Télévision - Jeff Fillion se défend devant Guy A.
Mots clés :
L'ancien «morning man» se prépare à lancer une nouvelle station de radio payante sur Internet

Photo: Le Devoir
Prié de dire s’il serait prêt à s’excuser devant les Éric Lapointe, Véronique Cloutier et Marie-Chantale Toupin pour des propos offensants tenus à leur endroit, Jeff Fillion a rétorqué que «oui» et laissé entendre qu’il lui arrivait souvent de changer d’opinion sur les gens. Il ne s’est d’ailleurs pas privé d’apostropher Guy A. Lepage à ce propos: «Dans la vie, on change, il y a dix ans, je te trouvais bon».
L’ancien «morning man» qui n’est plus à l’emploi de CHOI depuis l’an dernier, lancera le 17 mars une nouvelle station de radio payante sur Internet, radiopirate.com.

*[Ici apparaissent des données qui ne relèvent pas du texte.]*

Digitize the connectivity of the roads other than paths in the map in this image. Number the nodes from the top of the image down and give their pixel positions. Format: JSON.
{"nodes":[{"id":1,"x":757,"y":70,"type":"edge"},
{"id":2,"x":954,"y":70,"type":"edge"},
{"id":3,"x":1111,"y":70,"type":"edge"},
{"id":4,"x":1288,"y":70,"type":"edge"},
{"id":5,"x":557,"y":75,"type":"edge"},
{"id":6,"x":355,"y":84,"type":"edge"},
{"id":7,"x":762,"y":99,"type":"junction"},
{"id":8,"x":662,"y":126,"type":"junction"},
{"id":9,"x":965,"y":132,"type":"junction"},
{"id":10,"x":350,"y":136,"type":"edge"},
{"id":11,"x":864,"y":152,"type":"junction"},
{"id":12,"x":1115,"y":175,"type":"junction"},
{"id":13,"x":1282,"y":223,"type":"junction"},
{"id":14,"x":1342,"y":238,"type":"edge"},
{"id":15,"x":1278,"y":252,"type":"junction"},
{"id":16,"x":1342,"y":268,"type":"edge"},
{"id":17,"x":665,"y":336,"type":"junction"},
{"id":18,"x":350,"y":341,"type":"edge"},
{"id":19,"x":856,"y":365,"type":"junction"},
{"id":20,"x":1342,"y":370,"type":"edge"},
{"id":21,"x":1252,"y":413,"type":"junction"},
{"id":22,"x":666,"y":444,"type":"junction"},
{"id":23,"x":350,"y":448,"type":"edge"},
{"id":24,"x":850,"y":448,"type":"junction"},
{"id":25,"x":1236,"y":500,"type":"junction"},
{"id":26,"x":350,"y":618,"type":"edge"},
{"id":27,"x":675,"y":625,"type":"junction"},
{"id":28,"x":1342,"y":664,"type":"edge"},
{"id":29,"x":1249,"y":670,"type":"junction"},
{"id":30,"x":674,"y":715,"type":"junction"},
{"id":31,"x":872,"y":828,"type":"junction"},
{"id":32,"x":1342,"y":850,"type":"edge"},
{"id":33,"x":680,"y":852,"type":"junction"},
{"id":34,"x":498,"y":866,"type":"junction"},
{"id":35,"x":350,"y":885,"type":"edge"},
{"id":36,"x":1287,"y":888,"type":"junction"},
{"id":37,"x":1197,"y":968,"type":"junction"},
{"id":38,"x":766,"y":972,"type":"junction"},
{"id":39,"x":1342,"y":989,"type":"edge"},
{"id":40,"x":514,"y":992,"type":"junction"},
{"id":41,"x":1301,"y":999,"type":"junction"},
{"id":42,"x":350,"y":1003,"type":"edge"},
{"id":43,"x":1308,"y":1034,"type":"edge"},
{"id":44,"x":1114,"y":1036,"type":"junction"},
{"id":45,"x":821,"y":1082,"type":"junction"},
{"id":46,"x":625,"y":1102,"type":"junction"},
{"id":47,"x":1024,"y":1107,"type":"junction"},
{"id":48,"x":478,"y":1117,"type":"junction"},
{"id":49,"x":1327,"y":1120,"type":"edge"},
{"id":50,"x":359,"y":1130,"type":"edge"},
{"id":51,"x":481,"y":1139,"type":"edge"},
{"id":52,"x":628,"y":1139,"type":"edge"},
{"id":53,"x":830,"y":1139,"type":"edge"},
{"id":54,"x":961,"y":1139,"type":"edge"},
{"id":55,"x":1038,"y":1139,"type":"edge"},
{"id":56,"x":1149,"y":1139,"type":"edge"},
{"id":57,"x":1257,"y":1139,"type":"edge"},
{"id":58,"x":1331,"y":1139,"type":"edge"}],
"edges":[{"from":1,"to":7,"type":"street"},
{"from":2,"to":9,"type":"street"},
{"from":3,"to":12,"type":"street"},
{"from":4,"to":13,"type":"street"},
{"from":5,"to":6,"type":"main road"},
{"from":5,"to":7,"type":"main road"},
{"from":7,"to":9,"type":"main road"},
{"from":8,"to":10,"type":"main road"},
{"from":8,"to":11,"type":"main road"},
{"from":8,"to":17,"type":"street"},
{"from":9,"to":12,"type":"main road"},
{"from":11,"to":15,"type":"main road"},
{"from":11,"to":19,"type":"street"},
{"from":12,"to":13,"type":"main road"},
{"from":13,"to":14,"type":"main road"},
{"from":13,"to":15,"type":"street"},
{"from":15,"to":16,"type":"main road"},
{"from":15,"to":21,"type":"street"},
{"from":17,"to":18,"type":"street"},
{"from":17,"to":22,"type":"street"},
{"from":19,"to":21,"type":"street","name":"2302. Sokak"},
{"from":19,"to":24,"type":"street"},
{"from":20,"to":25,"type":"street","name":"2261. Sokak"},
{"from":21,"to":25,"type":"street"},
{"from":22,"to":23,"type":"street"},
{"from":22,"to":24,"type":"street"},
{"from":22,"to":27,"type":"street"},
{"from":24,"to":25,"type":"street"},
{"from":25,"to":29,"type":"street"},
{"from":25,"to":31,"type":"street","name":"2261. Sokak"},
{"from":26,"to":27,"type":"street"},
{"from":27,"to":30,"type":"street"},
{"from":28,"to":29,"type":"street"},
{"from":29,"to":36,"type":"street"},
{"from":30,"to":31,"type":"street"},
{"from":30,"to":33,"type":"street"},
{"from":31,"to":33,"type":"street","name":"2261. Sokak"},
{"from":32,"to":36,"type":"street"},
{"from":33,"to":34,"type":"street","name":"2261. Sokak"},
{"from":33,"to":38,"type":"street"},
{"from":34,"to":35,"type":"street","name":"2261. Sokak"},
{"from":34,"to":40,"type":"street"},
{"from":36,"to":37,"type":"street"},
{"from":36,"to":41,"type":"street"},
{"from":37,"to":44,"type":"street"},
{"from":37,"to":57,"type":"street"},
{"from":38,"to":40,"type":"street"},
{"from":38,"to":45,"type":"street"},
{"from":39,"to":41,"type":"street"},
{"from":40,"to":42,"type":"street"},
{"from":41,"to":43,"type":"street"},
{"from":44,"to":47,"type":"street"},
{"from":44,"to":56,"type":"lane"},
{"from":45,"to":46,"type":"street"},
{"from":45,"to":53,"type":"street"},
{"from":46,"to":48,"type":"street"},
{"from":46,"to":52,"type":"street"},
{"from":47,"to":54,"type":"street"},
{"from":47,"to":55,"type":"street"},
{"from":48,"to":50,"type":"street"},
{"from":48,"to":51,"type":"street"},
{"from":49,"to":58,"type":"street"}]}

Il n’a d’ailleurs pas caché qu’en participant à Tout le monde en parle, il comptait faire mousser le lancement de sa nouvelle station qui, a-t-il dit, compte, pour l’instant, 2000 membres.

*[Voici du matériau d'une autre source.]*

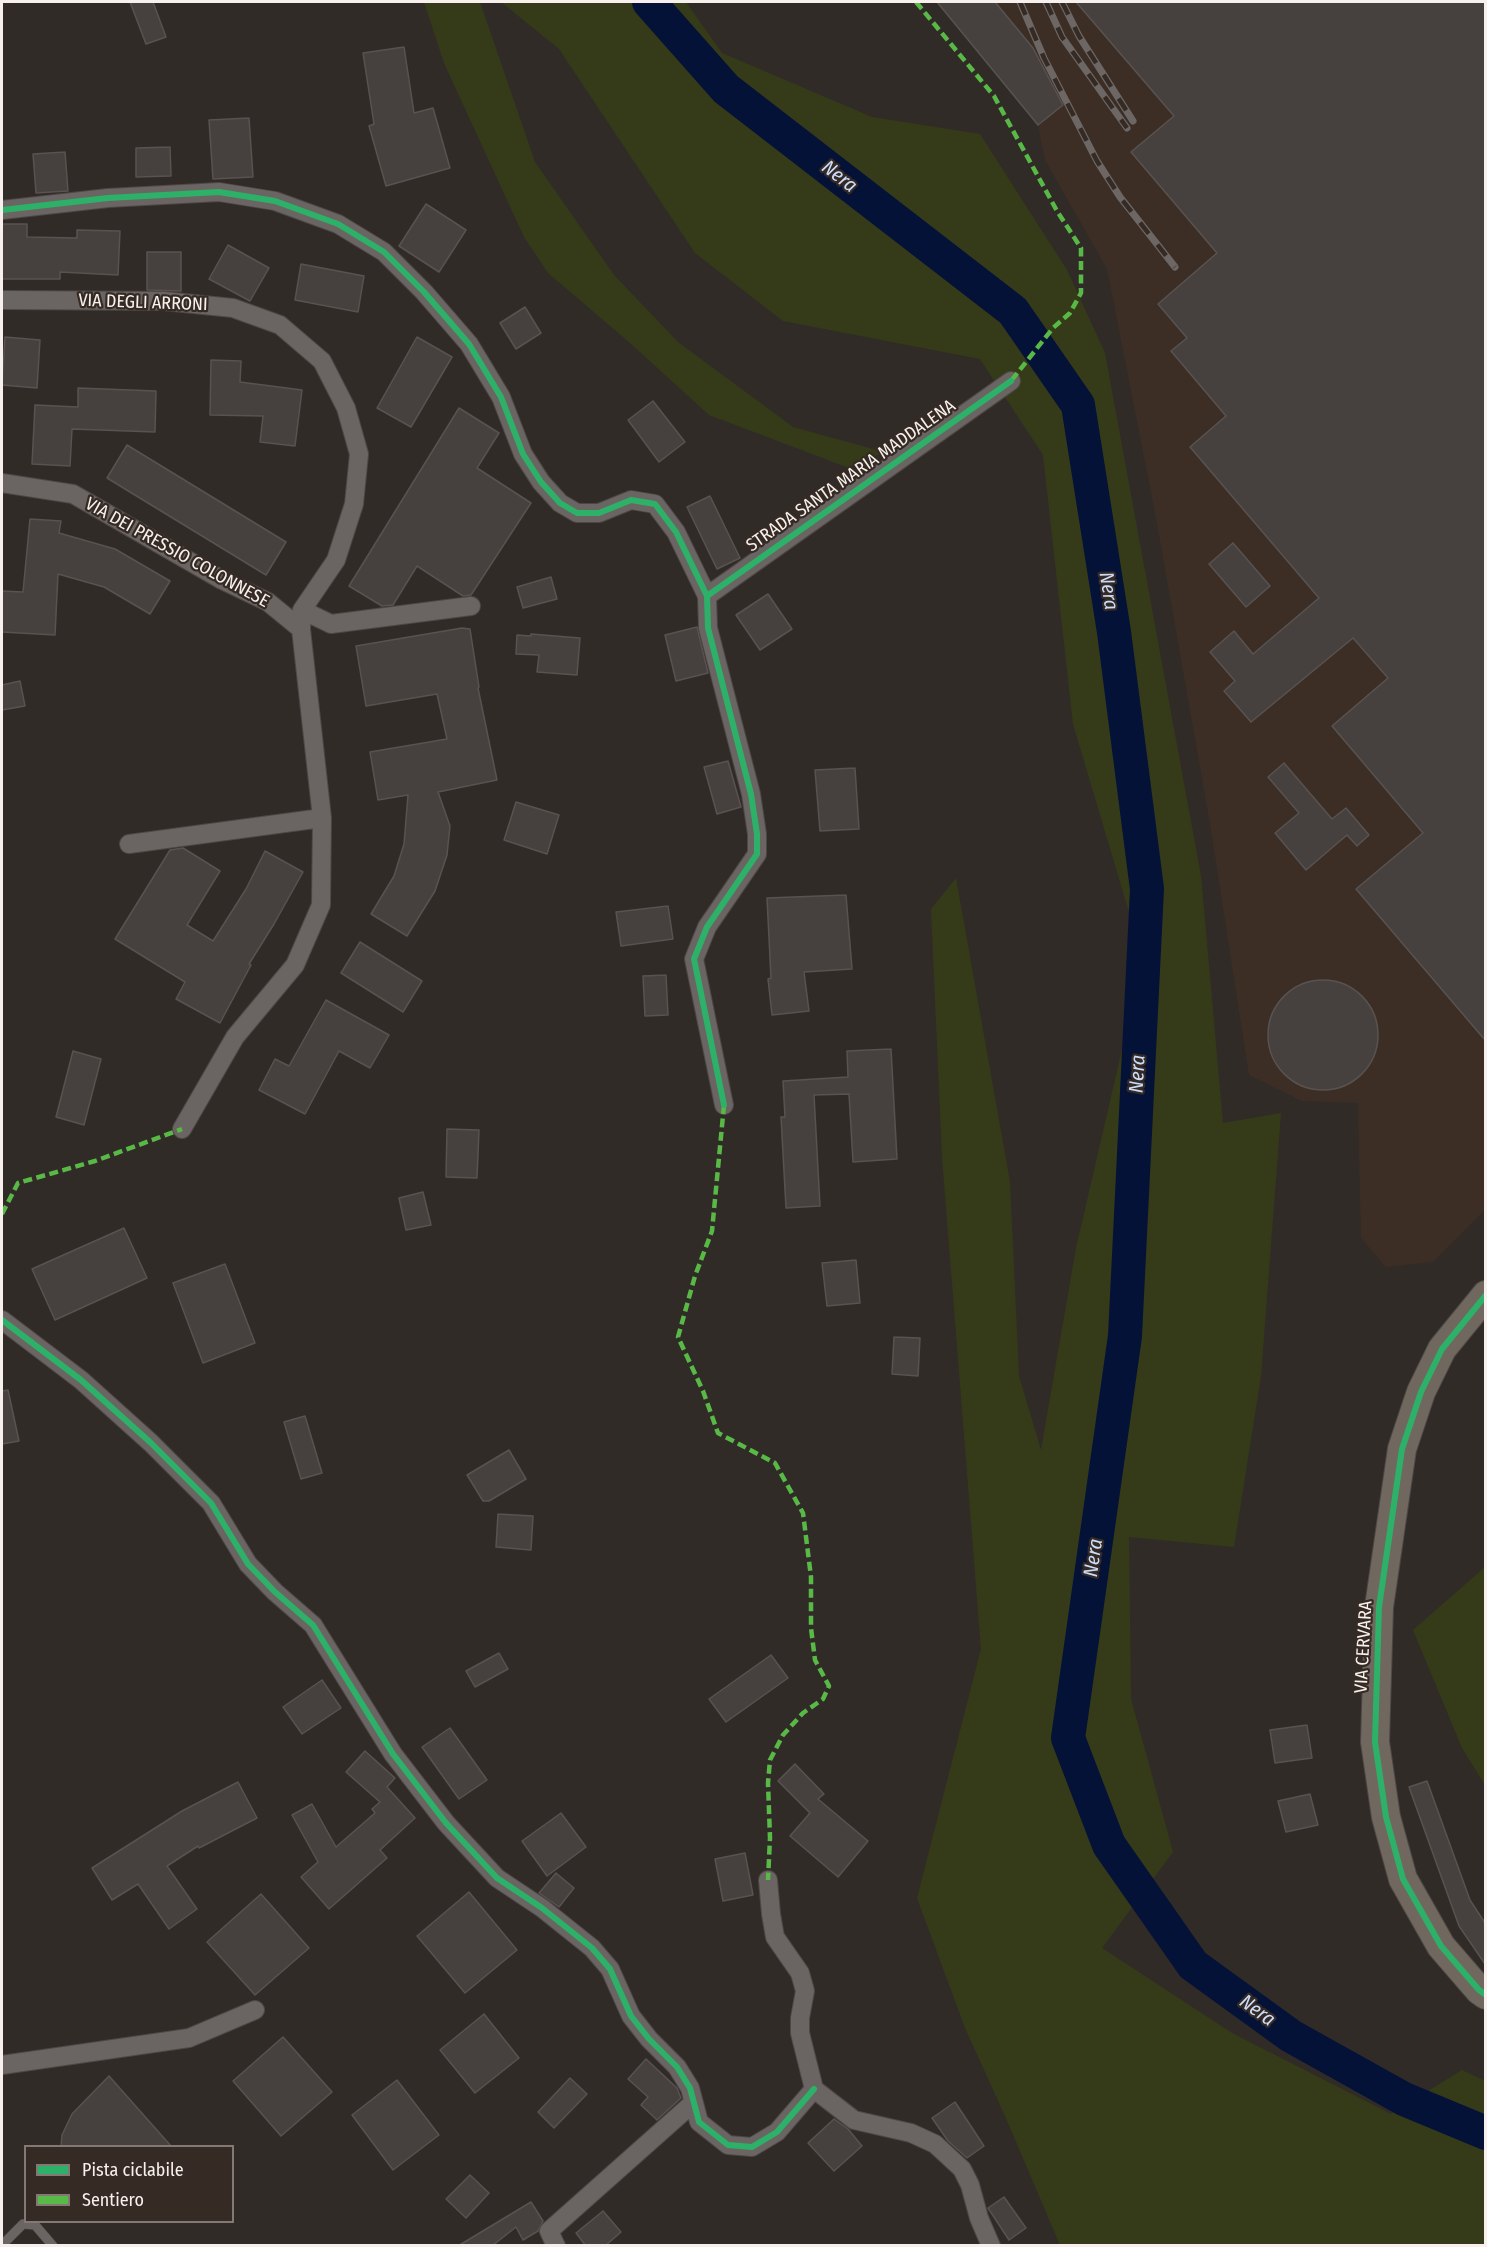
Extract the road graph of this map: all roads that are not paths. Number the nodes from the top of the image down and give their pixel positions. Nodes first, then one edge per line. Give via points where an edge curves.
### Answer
1 (2, 210) edge
2 (2, 300) edge
3 (1011, 381) dead end
4 (2, 483) edge
5 (707, 596) junction
6 (471, 606) dead end
7 (302, 610) junction
8 (301, 629) junction
9 (322, 818) junction
10 (129, 844) dead end
11 (724, 1105) dead end
12 (182, 1129) dead end
13 (1485, 1295) edge
14 (2, 1320) edge
15 (768, 1880) dead end
16 (1485, 1995) edge
17 (255, 2010) dead end
18 (2, 2065) edge
19 (814, 2089) junction
20 (693, 2103) junction
21 (2, 2245) edge
22 (53, 2246) edge
23 (556, 2246) edge
24 (991, 2246) edge

1 - 5 street via 108,198 219,192 275,201 338,224 384,252 469,344 501,397 523,454 560,503 577,513 599,513 631,500 655,504 676,532
2 - 7 street, VIA DEGLI ARRONI via 164,301 233,308 280,325 322,361 346,408 358,454 354,504 336,560
3 - 5 street, STRADA SANTA MARIA MADDALENA
4 - 8 street, VIA DEI PRESSIO COLONNESE via 73,494 222,580 268,602
5 - 11 street via 708,628 751,794 757,834 757,854 707,927 694,959
6 - 7 street via 331,624
7 - 8 street
8 - 9 street
9 - 10 street
9 - 12 street via 321,905 295,965 235,1038
13 - 16 main road, VIA CERVARA via 1442,1349 1421,1392 1402,1449 1379,1608 1375,1742 1386,1817 1403,1879 1441,1946
14 - 20 street via 81,1380 211,1503 248,1564 312,1625 393,1754 446,1823 497,1878 592,1948 610,1969 632,2016 676,2067 690,2088
15 - 19 street via 775,1937 800,1973 805,1991 800,2033
17 - 18 street via 189,2038
19 - 20 street via 777,2132 752,2147 728,2145 699,2122
19 - 24 street via 855,2120 911,2133 935,2144 962,2169
20 - 23 street via 549,2231
21 - 22 lane via 23,2224 34,2225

Le passage de Jeff Fillion à l’émission de la Société Radio-Canada était d’autant plus attendu qu’il avait refusé d’y prendre part à l’époque où il était l’employé de la station CHOI.

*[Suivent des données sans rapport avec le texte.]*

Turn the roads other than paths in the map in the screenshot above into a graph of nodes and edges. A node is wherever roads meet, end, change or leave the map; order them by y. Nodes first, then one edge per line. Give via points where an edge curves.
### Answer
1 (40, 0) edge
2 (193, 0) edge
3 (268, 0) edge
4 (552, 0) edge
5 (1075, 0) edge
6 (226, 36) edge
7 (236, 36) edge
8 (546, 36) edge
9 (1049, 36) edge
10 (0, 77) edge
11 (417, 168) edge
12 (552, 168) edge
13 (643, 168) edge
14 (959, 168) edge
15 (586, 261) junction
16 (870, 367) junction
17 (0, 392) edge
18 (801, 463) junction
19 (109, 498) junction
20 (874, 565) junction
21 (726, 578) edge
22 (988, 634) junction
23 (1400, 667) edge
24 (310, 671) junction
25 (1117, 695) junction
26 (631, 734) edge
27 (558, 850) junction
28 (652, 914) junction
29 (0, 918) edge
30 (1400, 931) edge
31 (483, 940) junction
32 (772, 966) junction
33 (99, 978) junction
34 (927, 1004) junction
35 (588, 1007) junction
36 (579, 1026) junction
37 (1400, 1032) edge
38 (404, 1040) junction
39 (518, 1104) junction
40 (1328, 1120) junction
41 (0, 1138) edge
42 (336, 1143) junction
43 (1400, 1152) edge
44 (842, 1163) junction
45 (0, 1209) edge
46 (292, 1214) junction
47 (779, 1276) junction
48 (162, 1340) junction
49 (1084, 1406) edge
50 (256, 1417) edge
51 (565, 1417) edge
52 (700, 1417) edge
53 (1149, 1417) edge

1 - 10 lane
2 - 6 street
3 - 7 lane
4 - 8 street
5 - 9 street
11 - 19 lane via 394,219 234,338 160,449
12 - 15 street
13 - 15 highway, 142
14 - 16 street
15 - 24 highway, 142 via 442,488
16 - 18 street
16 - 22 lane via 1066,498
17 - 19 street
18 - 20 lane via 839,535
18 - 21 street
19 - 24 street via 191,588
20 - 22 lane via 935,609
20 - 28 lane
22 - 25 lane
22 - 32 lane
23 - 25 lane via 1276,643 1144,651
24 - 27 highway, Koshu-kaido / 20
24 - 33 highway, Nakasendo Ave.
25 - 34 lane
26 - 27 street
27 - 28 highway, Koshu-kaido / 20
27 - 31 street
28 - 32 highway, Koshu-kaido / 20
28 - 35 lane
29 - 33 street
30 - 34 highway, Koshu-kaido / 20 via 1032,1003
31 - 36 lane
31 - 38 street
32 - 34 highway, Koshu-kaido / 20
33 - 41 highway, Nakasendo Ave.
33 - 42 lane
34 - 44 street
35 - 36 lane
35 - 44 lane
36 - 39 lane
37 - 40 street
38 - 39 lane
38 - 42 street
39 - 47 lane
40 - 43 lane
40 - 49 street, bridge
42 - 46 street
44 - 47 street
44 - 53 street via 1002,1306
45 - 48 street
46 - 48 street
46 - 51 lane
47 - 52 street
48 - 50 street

Quant à son patron de l’époque, Patrice Demers, on se rappellera qu’il s’était éclipsé du plateau à la toute dernière minute, lors de l’enregistrement de la toute première émission de Tout le monde en parle, à l’automne 2004. Ce qui lui avait valu d’être qualifié de «pissou» par Guy A Lepage.
En plus de Jeff Fillion, Guy A. Lepage recevait cette semaine l’animateur Normand Brathwaite, le comédien Guillaume Lemay-Thivierge, l’auteur Dany Laferrière, la représentante d’un organisme défendant les droits des fumeurs et le critique de vins François Chartier.
CHOI toujours en attente
Jeff Fillion avait été invité à quitter son poste à la station CHOI, après que lui et son employeur eurent été condamnés à verser 340 000 $ à Sophie Chiasson pour des propos diffamatoires. La station qui demeure très populaire à Québec est toujours menacée de fermeture. Son propriétaire, Genex Communications, a intenté des recours judiciaires pour contester la décision du CRTC de lui retirer sa licence d’exploitation.
Après avoir été déboutée devant la Cour fédérale en septembre dernier, la compagnie Genex s’est tournée vers la Cour suprême, laquelle n’a toujours pas indiqué si elle comptait ou non entendre la requête qui doit être défendue par l’avocat Guy Bertrand.